The Indonesian government must prepare to face RED II since this rule will have a negative impact on the palm oil industry in Indonesia

Jakarta (ANTARA) – The Indonesian government will prepare to take legal action at the World Trade Organization (WTO) to challenge the European Union (EU) over its Renewable Energy Directive II (RED II) and Delegated Regulation (DR).

The lawsuit plan was rolled out over concerns of the regulation directly impacting the Indonesian palm oil industry, Head of the Trade Advocacy Bureau of the Ministry of Trade Sondang Anggraini stated during a focus group discussion (FGD) in Kuta, Bali.

“The Indonesian government must prepare to face RED II since this rule will have a negative impact on the palm oil industry in Indonesia. It is important for us to explore further the preparation and legal position of Indonesia in facing the implementation phase of the EU-RED II,” Sondang expounded in a statement received in Jakarta on Monday.
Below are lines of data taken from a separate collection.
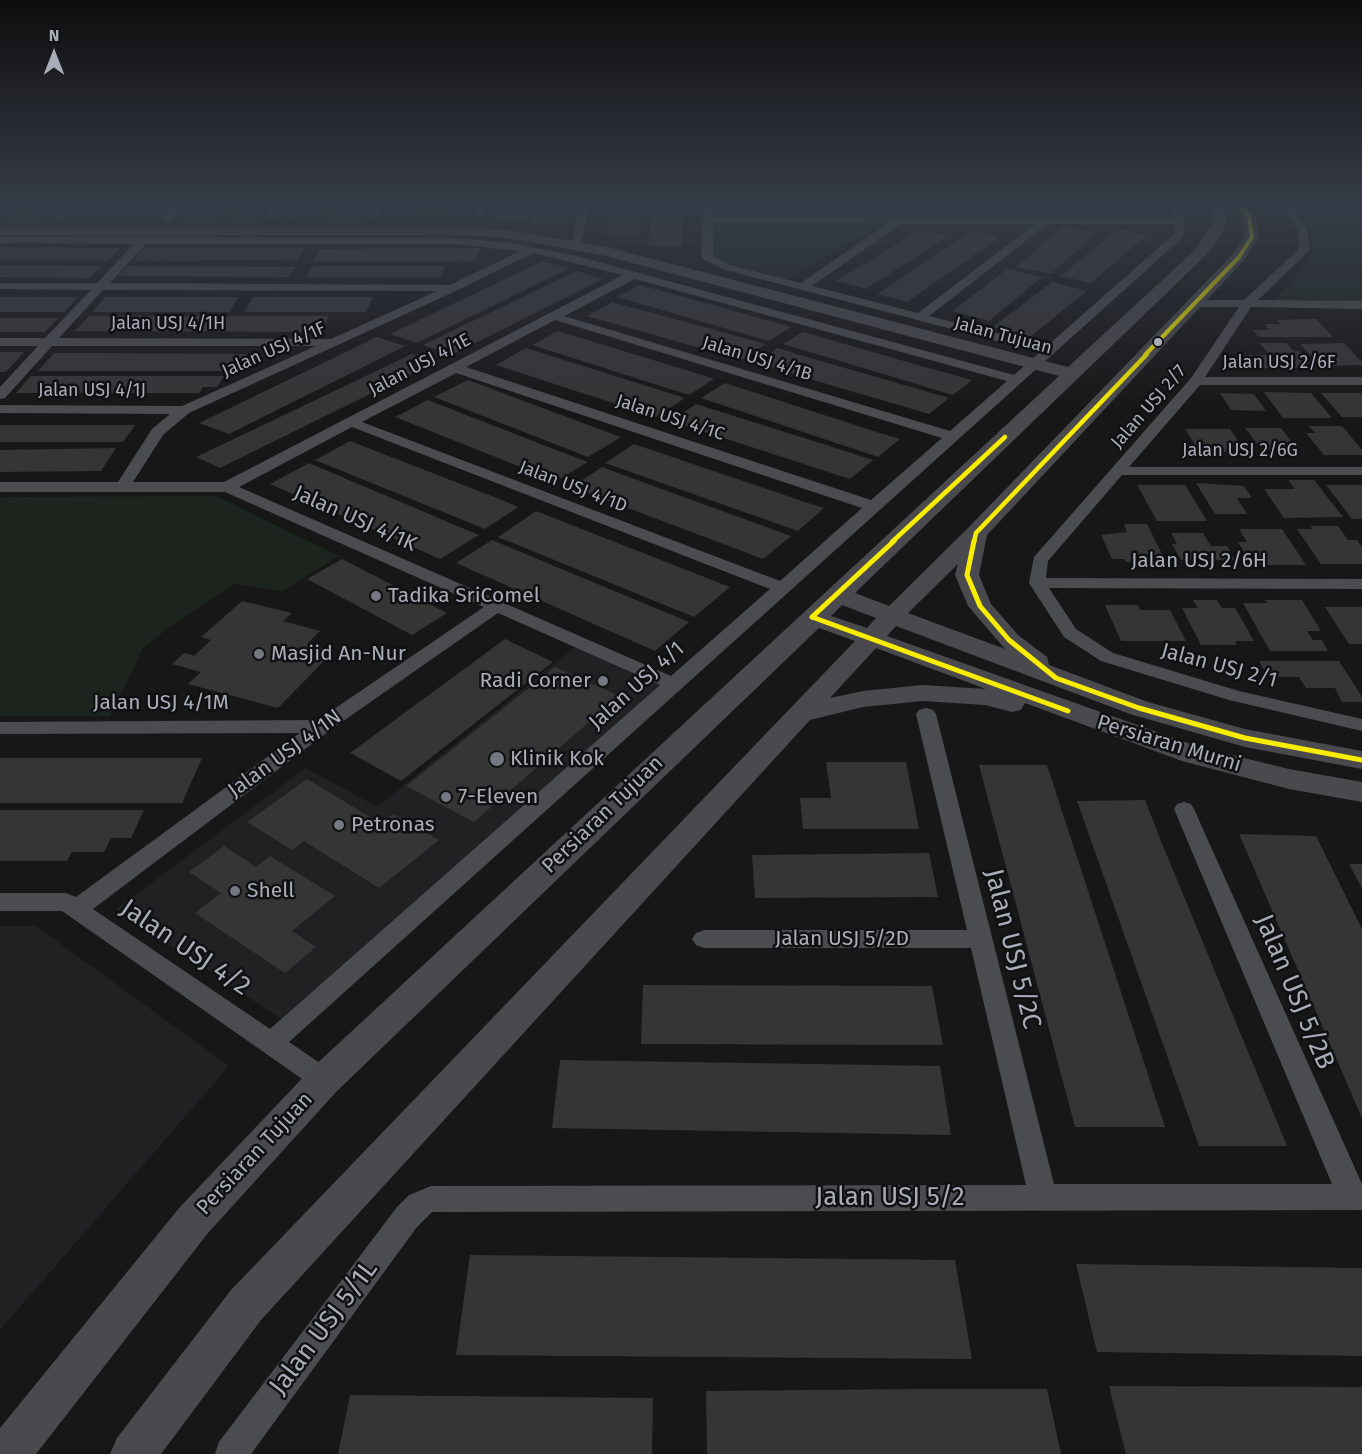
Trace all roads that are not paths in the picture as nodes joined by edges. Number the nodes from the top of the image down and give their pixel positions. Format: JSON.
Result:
{"nodes":[{"id":1,"x":111,"y":274,"type":"edge"},
{"id":2,"x":483,"y":274,"type":"edge"},
{"id":3,"x":624,"y":274,"type":"edge"},
{"id":4,"x":688,"y":274,"type":"edge"},
{"id":5,"x":752,"y":274,"type":"edge"},
{"id":6,"x":822,"y":274,"type":"edge"},
{"id":7,"x":976,"y":274,"type":"edge"},
{"id":8,"x":1135,"y":274,"type":"edge"},
{"id":9,"x":1178,"y":274,"type":"edge"},
{"id":10,"x":1223,"y":274,"type":"edge"},
{"id":11,"x":1276,"y":274,"type":"edge"},
{"id":12,"x":631,"y":276,"type":"junction"},
{"id":13,"x":1213,"y":284,"type":"junction"},
{"id":14,"x":0,"y":286,"type":"edge"},
{"id":15,"x":100,"y":286,"type":"junction"},
{"id":16,"x":803,"y":287,"type":"junction"},
{"id":17,"x":454,"y":288,"type":"junction"},
{"id":18,"x":1241,"y":302,"type":"junction"},
{"id":19,"x":1194,"y":303,"type":"junction"},
{"id":20,"x":1362,"y":305,"type":"edge"},
{"id":21,"x":553,"y":316,"type":"junction"},
{"id":22,"x":919,"y":318,"type":"junction"},
{"id":23,"x":0,"y":342,"type":"edge"},
{"id":24,"x":49,"y":342,"type":"junction"},
{"id":25,"x":336,"y":342,"type":"junction"},
{"id":26,"x":1048,"y":350,"type":"junction"},
{"id":27,"x":1032,"y":363,"type":"junction"},
{"id":28,"x":455,"y":368,"type":"junction"},
{"id":29,"x":1072,"y":374,"type":"junction"},
{"id":30,"x":1015,"y":379,"type":"junction"},
{"id":31,"x":1197,"y":381,"type":"junction"},
{"id":32,"x":1362,"y":381,"type":"edge"},
{"id":33,"x":0,"y":395,"type":"edge"},
{"id":34,"x":0,"y":409,"type":"edge"},
{"id":35,"x":184,"y":410,"type":"junction"},
{"id":36,"x":350,"y":422,"type":"junction"},
{"id":37,"x":951,"y":436,"type":"junction"},
{"id":38,"x":1118,"y":471,"type":"junction"},
{"id":39,"x":1362,"y":471,"type":"edge"},
{"id":40,"x":0,"y":487,"type":"edge"},
{"id":41,"x":123,"y":487,"type":"junction"},
{"id":42,"x":227,"y":487,"type":"junction"},
{"id":43,"x":872,"y":506,"type":"junction"},
{"id":44,"x":976,"y":533,"type":"junction"},
{"id":45,"x":1037,"y":583,"type":"junction"},
{"id":46,"x":1362,"y":584,"type":"edge"},
{"id":47,"x":781,"y":587,"type":"junction"},
{"id":48,"x":837,"y":595,"type":"junction"},
{"id":49,"x":496,"y":606,"type":"junction"},
{"id":50,"x":812,"y":617,"type":"junction"},
{"id":51,"x":882,"y":627,"type":"junction"},
{"id":52,"x":1056,"y":678,"type":"junction"},
{"id":53,"x":673,"y":684,"type":"junction"},
{"id":54,"x":800,"y":714,"type":"junction"},
{"id":55,"x":926,"y":714,"type":"dead end"},
{"id":56,"x":1362,"y":725,"type":"edge"},
{"id":57,"x":322,"y":726,"type":"junction"},
{"id":58,"x":0,"y":728,"type":"edge"},
{"id":59,"x":1116,"y":729,"type":"junction"},
{"id":60,"x":1362,"y":760,"type":"edge"},
{"id":61,"x":1362,"y":792,"type":"edge"},
{"id":62,"x":1184,"y":809,"type":"dead end"},
{"id":63,"x":0,"y":903,"type":"edge"},
{"id":64,"x":77,"y":909,"type":"junction"},
{"id":65,"x":704,"y":939,"type":"dead end"},
{"id":66,"x":981,"y":939,"type":"junction"},
{"id":67,"x":272,"y":1042,"type":"junction"},
{"id":68,"x":324,"y":1080,"type":"junction"},
{"id":69,"x":1357,"y":1197,"type":"edge"},
{"id":70,"x":1043,"y":1198,"type":"junction"},
{"id":71,"x":419,"y":1204,"type":"joint"},
{"id":72,"x":8,"y":1454,"type":"edge"},
{"id":73,"x":133,"y":1454,"type":"edge"},
{"id":74,"x":231,"y":1454,"type":"edge"}],
"edges":[{"from":1,"to":15,"type":"street"},
{"from":2,"to":17,"type":"street","name":"Jalan USJ 4/1F"},
{"from":3,"to":12,"type":"street"},
{"from":4,"to":27,"type":"main road","name":"Jalan Tujuan"},
{"from":5,"to":16,"type":"street"},
{"from":6,"to":16,"type":"street"},
{"from":7,"to":22,"type":"street"},
{"from":8,"to":26,"type":"street","name":"Jalan USJ 4/1"},
{"from":9,"to":29,"type":"main road","name":"Persiaran Tujuan"},
{"from":10,"to":13,"type":"main road"},
{"from":11,"to":18,"type":"street","name":"Jalan USJ 2/7"},
{"from":12,"to":21,"type":"street","name":"Jalan USJ 4/1E"},
{"from":12,"to":30,"type":"street"},
{"from":13,"to":18,"type":"street"},
{"from":13,"to":19,"type":"main road"},
{"from":14,"to":15,"type":"street"},
{"from":15,"to":17,"type":"street"},
{"from":15,"to":24,"type":"street"},
{"from":16,"to":22,"type":"street"},
{"from":17,"to":25,"type":"street","name":"Jalan USJ 4/1F"},
{"from":18,"to":19,"type":"street"},
{"from":18,"to":20,"type":"street"},
{"from":18,"to":31,"type":"street","name":"Jalan USJ 2/7"},
{"from":19,"to":44,"type":"main road"},
{"from":21,"to":28,"type":"street","name":"Jalan USJ 4/1E"},
{"from":21,"to":37,"type":"street","name":"Jalan USJ 4/1B"},
{"from":22,"to":26,"type":"street"},
{"from":23,"to":24,"type":"street","name":"Jalan USJ 4/1H"},
{"from":24,"to":25,"type":"street","name":"Jalan USJ 4/1H"},
{"from":24,"to":33,"type":"street"},
{"from":25,"to":35,"type":"street","name":"Jalan USJ 4/1F"},
{"from":26,"to":27,"type":"street","name":"Jalan USJ 4/1"},
{"from":27,"to":29,"type":"main road","name":"Jalan Tujuan"},
{"from":27,"to":30,"type":"street","name":"Jalan USJ 4/1"},
{"from":28,"to":36,"type":"street","name":"Jalan USJ 4/1E"},
{"from":28,"to":43,"type":"street","name":"Jalan USJ 4/1C"},
{"from":29,"to":48,"type":"main road","name":"Persiaran Tujuan"},
{"from":30,"to":37,"type":"street","name":"Jalan USJ 4/1"},
{"from":31,"to":32,"type":"street","name":"Jalan USJ 2/6F"},
{"from":31,"to":38,"type":"street","name":"Jalan USJ 2/7"},
{"from":34,"to":35,"type":"street","name":"Jalan USJ 4/1J"},
{"from":35,"to":41,"type":"street","name":"Jalan USJ 4/1F"},
{"from":36,"to":42,"type":"street","name":"Jalan USJ 4/1E"},
{"from":36,"to":47,"type":"street","name":"Jalan USJ 4/1D"},
{"from":37,"to":43,"type":"street","name":"Jalan USJ 4/1"},
{"from":38,"to":39,"type":"street","name":"Jalan USJ 2/6G"},
{"from":38,"to":45,"type":"street","name":"Jalan USJ 2/7"},
{"from":40,"to":41,"type":"street","name":"Jalan USJ 4/1K"},
{"from":41,"to":42,"type":"street","name":"Jalan USJ 4/1K"},
{"from":42,"to":49,"type":"street","name":"Jalan USJ 4/1K"},
{"from":43,"to":47,"type":"street","name":"Jalan USJ 4/1"},
{"from":44,"to":51,"type":"main road"},
{"from":44,"to":52,"type":"main road"},
{"from":45,"to":46,"type":"street","name":"Jalan USJ 2/6H"},
{"from":45,"to":56,"type":"street","name":"Jalan USJ 2/1"},
{"from":47,"to":53,"type":"street","name":"Jalan USJ 4/1"},
{"from":48,"to":50,"type":"main road","name":"Persiaran Tujuan"},
{"from":48,"to":51,"type":"main road","name":"Persiaran Murni"},
{"from":49,"to":53,"type":"street","name":"Jalan USJ 4/1K"},
{"from":49,"to":57,"type":"street","name":"Jalan USJ 4/1N"},
{"from":50,"to":51,"type":"main road","name":"Persiaran Murni"},
{"from":50,"to":68,"type":"main road","name":"Persiaran Tujuan"},
{"from":51,"to":52,"type":"main road","name":"Persiaran Murni"},
{"from":51,"to":54,"type":"main road"},
{"from":51,"to":59,"type":"main road","name":"Persiaran Murni"},
{"from":52,"to":60,"type":"main road","name":"Persiaran Murni"},
{"from":53,"to":67,"type":"street","name":"Jalan USJ 4/1"},
{"from":54,"to":59,"type":"main road"},
{"from":54,"to":73,"type":"main road"},
{"from":55,"to":66,"type":"street","name":"Jalan USJ 5/2C"},
{"from":57,"to":58,"type":"street","name":"Jalan USJ 4/1M"},
{"from":57,"to":64,"type":"street","name":"Jalan USJ 4/1N"},
{"from":59,"to":61,"type":"main road","name":"Persiaran Murni"},
{"from":62,"to":69,"type":"street","name":"Jalan USJ 5/2B"},
{"from":63,"to":64,"type":"street","name":"Jalan USJ 4/2"},
{"from":64,"to":67,"type":"street","name":"Jalan USJ 4/2"},
{"from":65,"to":66,"type":"street","name":"Jalan USJ 5/2D"},
{"from":66,"to":70,"type":"street","name":"Jalan USJ 5/2C"},
{"from":67,"to":68,"type":"street","name":"Jalan USJ 4/2"},
{"from":68,"to":72,"type":"main road","name":"Persiaran Tujuan"},
{"from":69,"to":70,"type":"street","name":"Jalan USJ 5/2"},
{"from":70,"to":71,"type":"street","name":"Jalan USJ 5/2"},
{"from":71,"to":74,"type":"street","name":"Jalan USJ 5/1L"}]}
RED II, made in 2018, had some negative impacts on the palm oil industry in Indonesia. Thereafter, in March 2019, the EU Commission had issued an EU Commission Regulation linking biofuels to Indirect Land Use Change or ILUC.

According to the document, ILUC can occur when pasture or agricultural land, earlier destined for food and feed markets, is diverted to biofuel production, thereby resulting in a decrease in food areas and triggering the conversion of forests or land that lead to increased emissions.

Some of the RED II will be applied, effective from January 1, 2021. All members are expected to have applied RED II at the domestic level by June 2021.

As for 2030, all targets of EU-RED II are expected to be achieved, which means no more biofuel originating from raw materials that pose a high risk of climate change and impact food availability.

In this case, Sondang highlighted the need for the Indonesian government to examine two areas of concern that point to discrimination, with the first being EU’s discriminatory policy on Indonesian palm oil, with raw material products from other countries, such as soybeans, while the second being discrimination applied by the EU on Indonesian palm oil, with raw material products from the EU.

To this end, the Indonesian government must come up with strategic steps to solve the problem.

At the FGD, discussions centered on the Indonesian government’s efforts to deal with the implementation of RED II and its impacts.

Palm oil exports to European countries have plunged as a result of the impact of the RED II and DR on Indonesian palm oil.

“Indonesia will lose an important market for palm oil commodities, and there will be a decline in demand, resulting in a drop in commodity prices,” Sondang emphasized.